Exercise description:
Output every line below exactly.

Input:
::::::
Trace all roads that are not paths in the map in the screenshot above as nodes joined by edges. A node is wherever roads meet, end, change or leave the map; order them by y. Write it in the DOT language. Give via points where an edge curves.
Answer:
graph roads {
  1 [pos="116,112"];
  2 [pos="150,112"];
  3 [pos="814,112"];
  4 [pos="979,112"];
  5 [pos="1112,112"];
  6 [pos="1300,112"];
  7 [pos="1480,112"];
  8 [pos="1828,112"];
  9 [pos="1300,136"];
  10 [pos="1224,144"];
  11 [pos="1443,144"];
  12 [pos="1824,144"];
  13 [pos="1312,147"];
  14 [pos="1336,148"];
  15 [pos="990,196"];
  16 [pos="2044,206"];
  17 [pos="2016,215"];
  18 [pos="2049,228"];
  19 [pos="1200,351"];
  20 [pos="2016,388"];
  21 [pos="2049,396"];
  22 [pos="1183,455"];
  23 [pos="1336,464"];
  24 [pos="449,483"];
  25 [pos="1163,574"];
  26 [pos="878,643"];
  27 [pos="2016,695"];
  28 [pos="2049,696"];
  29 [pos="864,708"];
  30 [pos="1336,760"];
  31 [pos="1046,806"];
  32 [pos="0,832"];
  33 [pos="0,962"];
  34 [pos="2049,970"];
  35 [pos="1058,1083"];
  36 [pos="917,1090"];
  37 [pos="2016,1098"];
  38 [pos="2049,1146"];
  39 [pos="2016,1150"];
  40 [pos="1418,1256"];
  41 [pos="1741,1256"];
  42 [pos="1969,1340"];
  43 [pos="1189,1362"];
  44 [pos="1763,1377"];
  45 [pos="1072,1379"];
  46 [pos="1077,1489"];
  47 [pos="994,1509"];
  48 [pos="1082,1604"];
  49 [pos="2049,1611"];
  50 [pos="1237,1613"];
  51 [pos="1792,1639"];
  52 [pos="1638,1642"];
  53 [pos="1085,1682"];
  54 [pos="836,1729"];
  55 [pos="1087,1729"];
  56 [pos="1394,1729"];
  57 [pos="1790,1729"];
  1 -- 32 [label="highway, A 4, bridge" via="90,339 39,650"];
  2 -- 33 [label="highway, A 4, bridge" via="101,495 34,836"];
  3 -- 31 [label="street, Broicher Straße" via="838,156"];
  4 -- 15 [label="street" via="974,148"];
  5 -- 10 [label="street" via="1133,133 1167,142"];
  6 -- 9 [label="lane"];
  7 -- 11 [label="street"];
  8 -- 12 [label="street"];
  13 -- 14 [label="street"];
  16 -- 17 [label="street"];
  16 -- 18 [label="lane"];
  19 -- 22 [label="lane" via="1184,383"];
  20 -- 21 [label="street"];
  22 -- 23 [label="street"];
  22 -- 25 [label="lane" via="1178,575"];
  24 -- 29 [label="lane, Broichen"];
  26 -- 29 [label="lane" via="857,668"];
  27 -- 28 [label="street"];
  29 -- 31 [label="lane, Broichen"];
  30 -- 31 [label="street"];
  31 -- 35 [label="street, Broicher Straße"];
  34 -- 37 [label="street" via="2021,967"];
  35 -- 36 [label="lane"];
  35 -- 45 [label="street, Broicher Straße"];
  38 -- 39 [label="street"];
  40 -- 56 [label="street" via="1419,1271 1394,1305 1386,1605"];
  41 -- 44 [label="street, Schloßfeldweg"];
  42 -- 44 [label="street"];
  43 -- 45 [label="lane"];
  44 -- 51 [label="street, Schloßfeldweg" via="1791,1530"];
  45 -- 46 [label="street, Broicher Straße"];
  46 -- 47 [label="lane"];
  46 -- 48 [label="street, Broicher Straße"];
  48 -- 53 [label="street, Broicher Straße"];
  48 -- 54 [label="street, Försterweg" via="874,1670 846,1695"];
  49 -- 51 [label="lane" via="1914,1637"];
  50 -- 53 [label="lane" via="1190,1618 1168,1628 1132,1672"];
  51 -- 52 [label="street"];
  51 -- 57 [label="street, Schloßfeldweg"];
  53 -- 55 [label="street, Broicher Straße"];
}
::::::
Task solution:
Trace all roads that are not paths in the map in the screenshot above as nodes joined by edges. A node is wherever roads meet, end, change or leave the map; order them by y. Write it in the DOT language. Give via points where an edge curves.
Answer:
graph roads {
  1 [pos="116,112"];
  2 [pos="150,112"];
  3 [pos="814,112"];
  4 [pos="979,112"];
  5 [pos="1112,112"];
  6 [pos="1300,112"];
  7 [pos="1480,112"];
  8 [pos="1828,112"];
  9 [pos="1300,136"];
  10 [pos="1224,144"];
  11 [pos="1443,144"];
  12 [pos="1824,144"];
  13 [pos="1312,147"];
  14 [pos="1336,148"];
  15 [pos="990,196"];
  16 [pos="2044,206"];
  17 [pos="2016,215"];
  18 [pos="2049,228"];
  19 [pos="1200,351"];
  20 [pos="2016,388"];
  21 [pos="2049,396"];
  22 [pos="1183,455"];
  23 [pos="1336,464"];
  24 [pos="449,483"];
  25 [pos="1163,574"];
  26 [pos="878,643"];
  27 [pos="2016,695"];
  28 [pos="2049,696"];
  29 [pos="864,708"];
  30 [pos="1336,760"];
  31 [pos="1046,806"];
  32 [pos="0,832"];
  33 [pos="0,962"];
  34 [pos="2049,970"];
  35 [pos="1058,1083"];
  36 [pos="917,1090"];
  37 [pos="2016,1098"];
  38 [pos="2049,1146"];
  39 [pos="2016,1150"];
  40 [pos="1418,1256"];
  41 [pos="1741,1256"];
  42 [pos="1969,1340"];
  43 [pos="1189,1362"];
  44 [pos="1763,1377"];
  45 [pos="1072,1379"];
  46 [pos="1077,1489"];
  47 [pos="994,1509"];
  48 [pos="1082,1604"];
  49 [pos="2049,1611"];
  50 [pos="1237,1613"];
  51 [pos="1792,1639"];
  52 [pos="1638,1642"];
  53 [pos="1085,1682"];
  54 [pos="836,1729"];
  55 [pos="1087,1729"];
  56 [pos="1394,1729"];
  57 [pos="1790,1729"];
  1 -- 32 [label="highway, A 4, bridge" via="90,339 39,650"];
  2 -- 33 [label="highway, A 4, bridge" via="101,495 34,836"];
  3 -- 31 [label="street, Broicher Straße" via="838,156"];
  4 -- 15 [label="street" via="974,148"];
  5 -- 10 [label="street" via="1133,133 1167,142"];
  6 -- 9 [label="lane"];
  7 -- 11 [label="street"];
  8 -- 12 [label="street"];
  13 -- 14 [label="street"];
  16 -- 17 [label="street"];
  16 -- 18 [label="lane"];
  19 -- 22 [label="lane" via="1184,383"];
  20 -- 21 [label="street"];
  22 -- 23 [label="street"];
  22 -- 25 [label="lane" via="1178,575"];
  24 -- 29 [label="lane, Broichen"];
  26 -- 29 [label="lane" via="857,668"];
  27 -- 28 [label="street"];
  29 -- 31 [label="lane, Broichen"];
  30 -- 31 [label="street"];
  31 -- 35 [label="street, Broicher Straße"];
  34 -- 37 [label="street" via="2021,967"];
  35 -- 36 [label="lane"];
  35 -- 45 [label="street, Broicher Straße"];
  38 -- 39 [label="street"];
  40 -- 56 [label="street" via="1419,1271 1394,1305 1386,1605"];
  41 -- 44 [label="street, Schloßfeldweg"];
  42 -- 44 [label="street"];
  43 -- 45 [label="lane"];
  44 -- 51 [label="street, Schloßfeldweg" via="1791,1530"];
  45 -- 46 [label="street, Broicher Straße"];
  46 -- 47 [label="lane"];
  46 -- 48 [label="street, Broicher Straße"];
  48 -- 53 [label="street, Broicher Straße"];
  48 -- 54 [label="street, Försterweg" via="874,1670 846,1695"];
  49 -- 51 [label="lane" via="1914,1637"];
  50 -- 53 [label="lane" via="1190,1618 1168,1628 1132,1672"];
  51 -- 52 [label="street"];
  51 -- 57 [label="street, Schloßfeldweg"];
  53 -- 55 [label="street, Broicher Straße"];
}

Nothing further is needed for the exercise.